CaRiNG: Learning Temporal Causal Representation under Non-Invertible Generation Process
Guangyi Chen, Yifan Shen, Zhenhao Chen, Xiangchen Song, Yuewen Sun, Weiran Yao, Xiao Liu, Kun Zhang
TL;DR
This work tackles learning temporal causal representations from time series data when the data-generation process is non-invertible. It introduces CaRiNG, a principled approach that uses temporal context and a normalizing-flow-based transition prior to recover lost latent information and achieve identifiability up to permutation and component-wise invertible transforms. The authors establish an identifiability theorem for non-invertible generation and demonstrate CaRiNG’s effectiveness on synthetic datasets and a real-world traffic video QA task, showing improved latent identifiability, disentanglement, and reasoning capabilities. The results suggest that CaRiNG enables more transparent and causally meaningful representations in complex, real-world sequences where traditional nonlinear ICA assumptions fail.
Abstract
Identifying the underlying time-delayed latent causal processes in sequential data is vital for grasping temporal dynamics and making downstream reasoning. While some recent methods can robustly identify these latent causal variables, they rely on strict assumptions about the invertible generation process from latent variables to observed data. However, these assumptions are often hard to satisfy in real-world applications containing information loss. For instance, the visual perception process translates a 3D space into 2D images, or the phenomenon of persistence of vision incorporates historical data into current perceptions. To address this challenge, we establish an identifiability theory that allows for the recovery of independent latent components even when they come from a nonlinear and non-invertible mix. Using this theory as a foundation, we propose a principled approach, CaRiNG, to learn the CAusal RepresentatIon of Non-invertible Generative temporal data with identifiability guarantees.

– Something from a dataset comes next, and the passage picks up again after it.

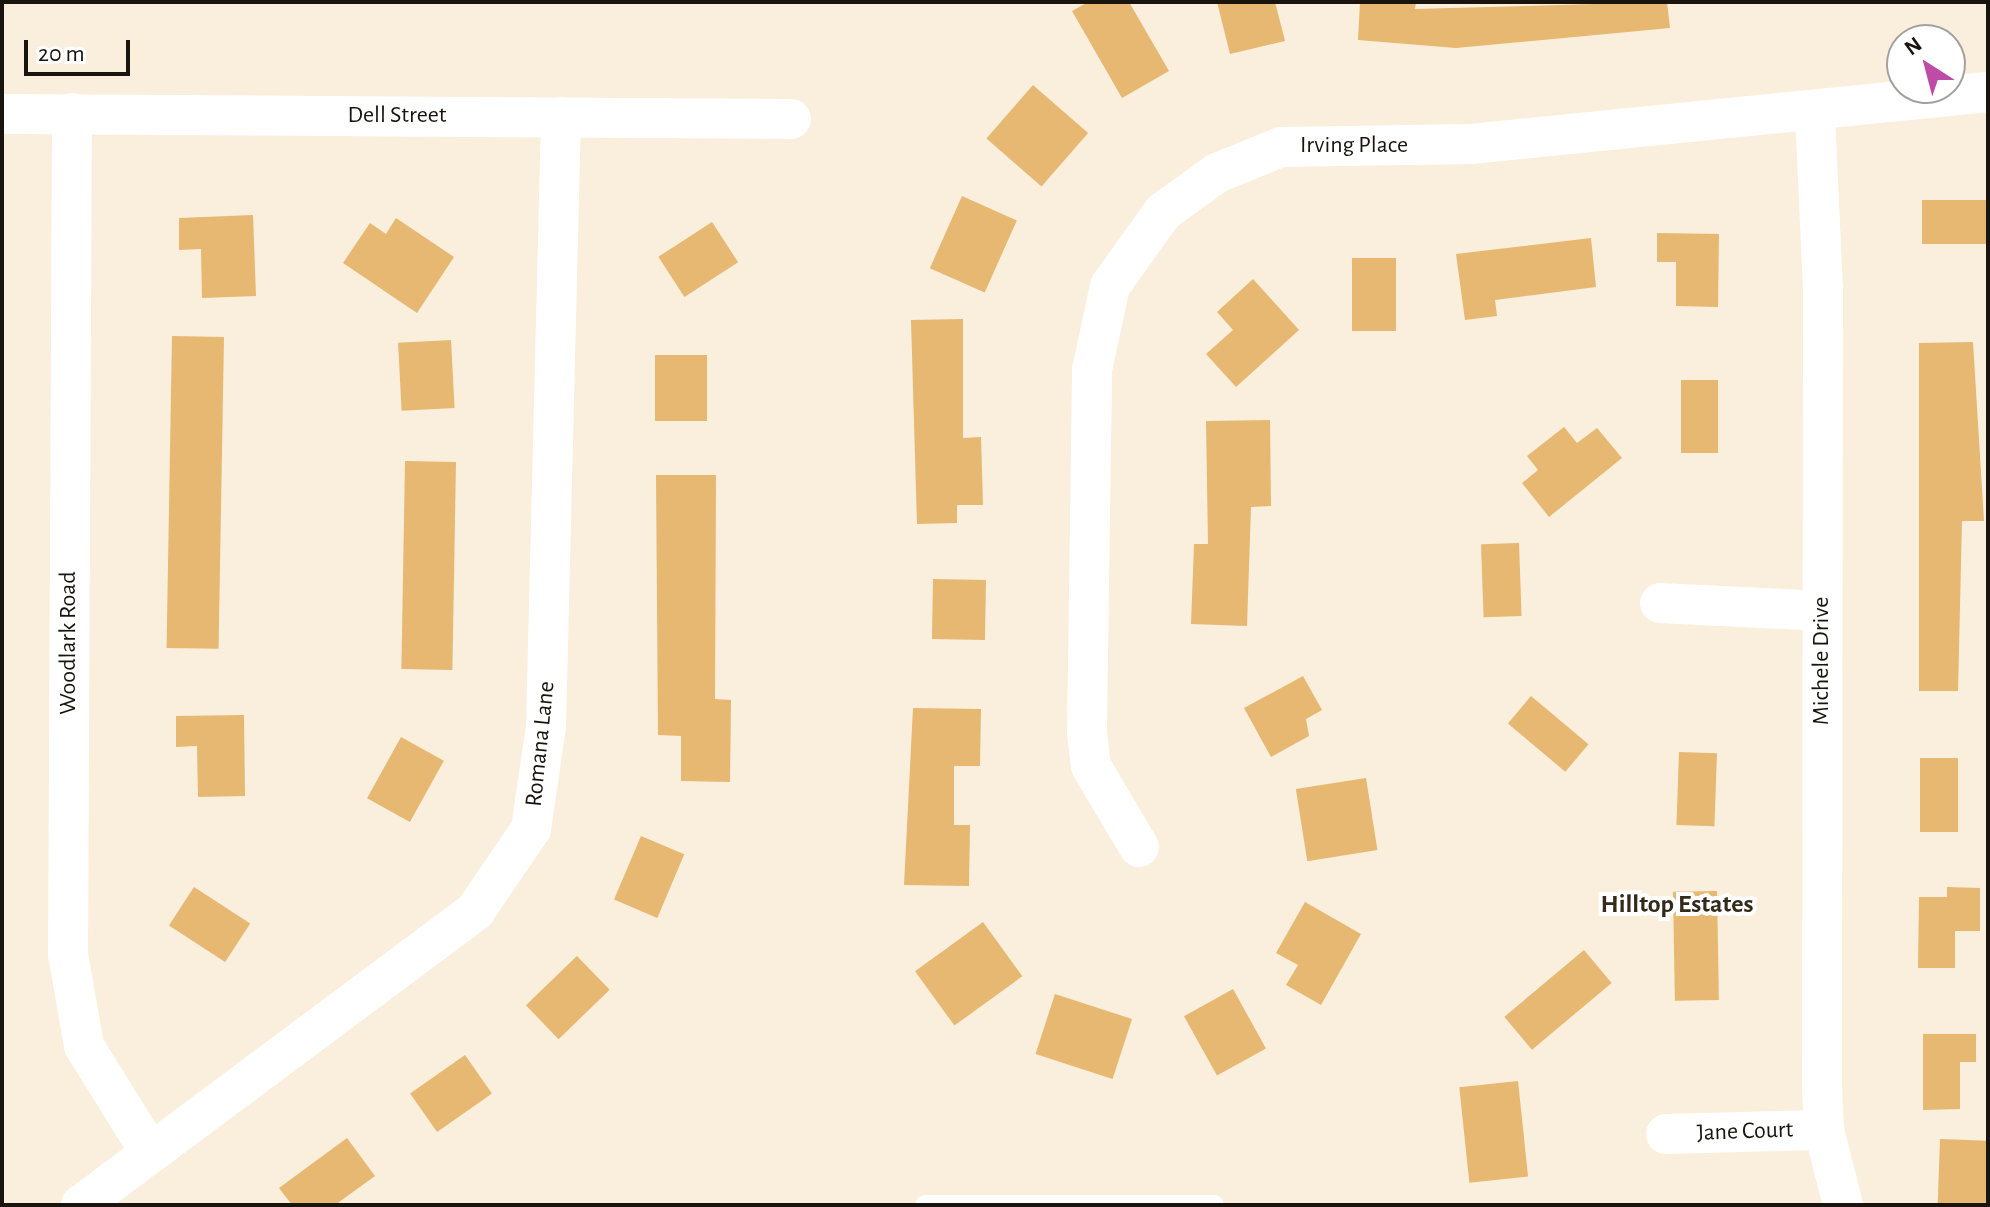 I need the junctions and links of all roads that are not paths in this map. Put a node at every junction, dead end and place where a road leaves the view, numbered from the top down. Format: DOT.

Specifically, we utilize temporal context to recover lost latent information and apply the conditions in our theory to guide the training process. Through experiments conducted on synthetic datasets, we validate that our CaRiNG method reliably identifies the causal process, even when the generation process is non-invertible. Moreover, we demonstrate that our approach considerably improves temporal understanding and reasoning in practical applications.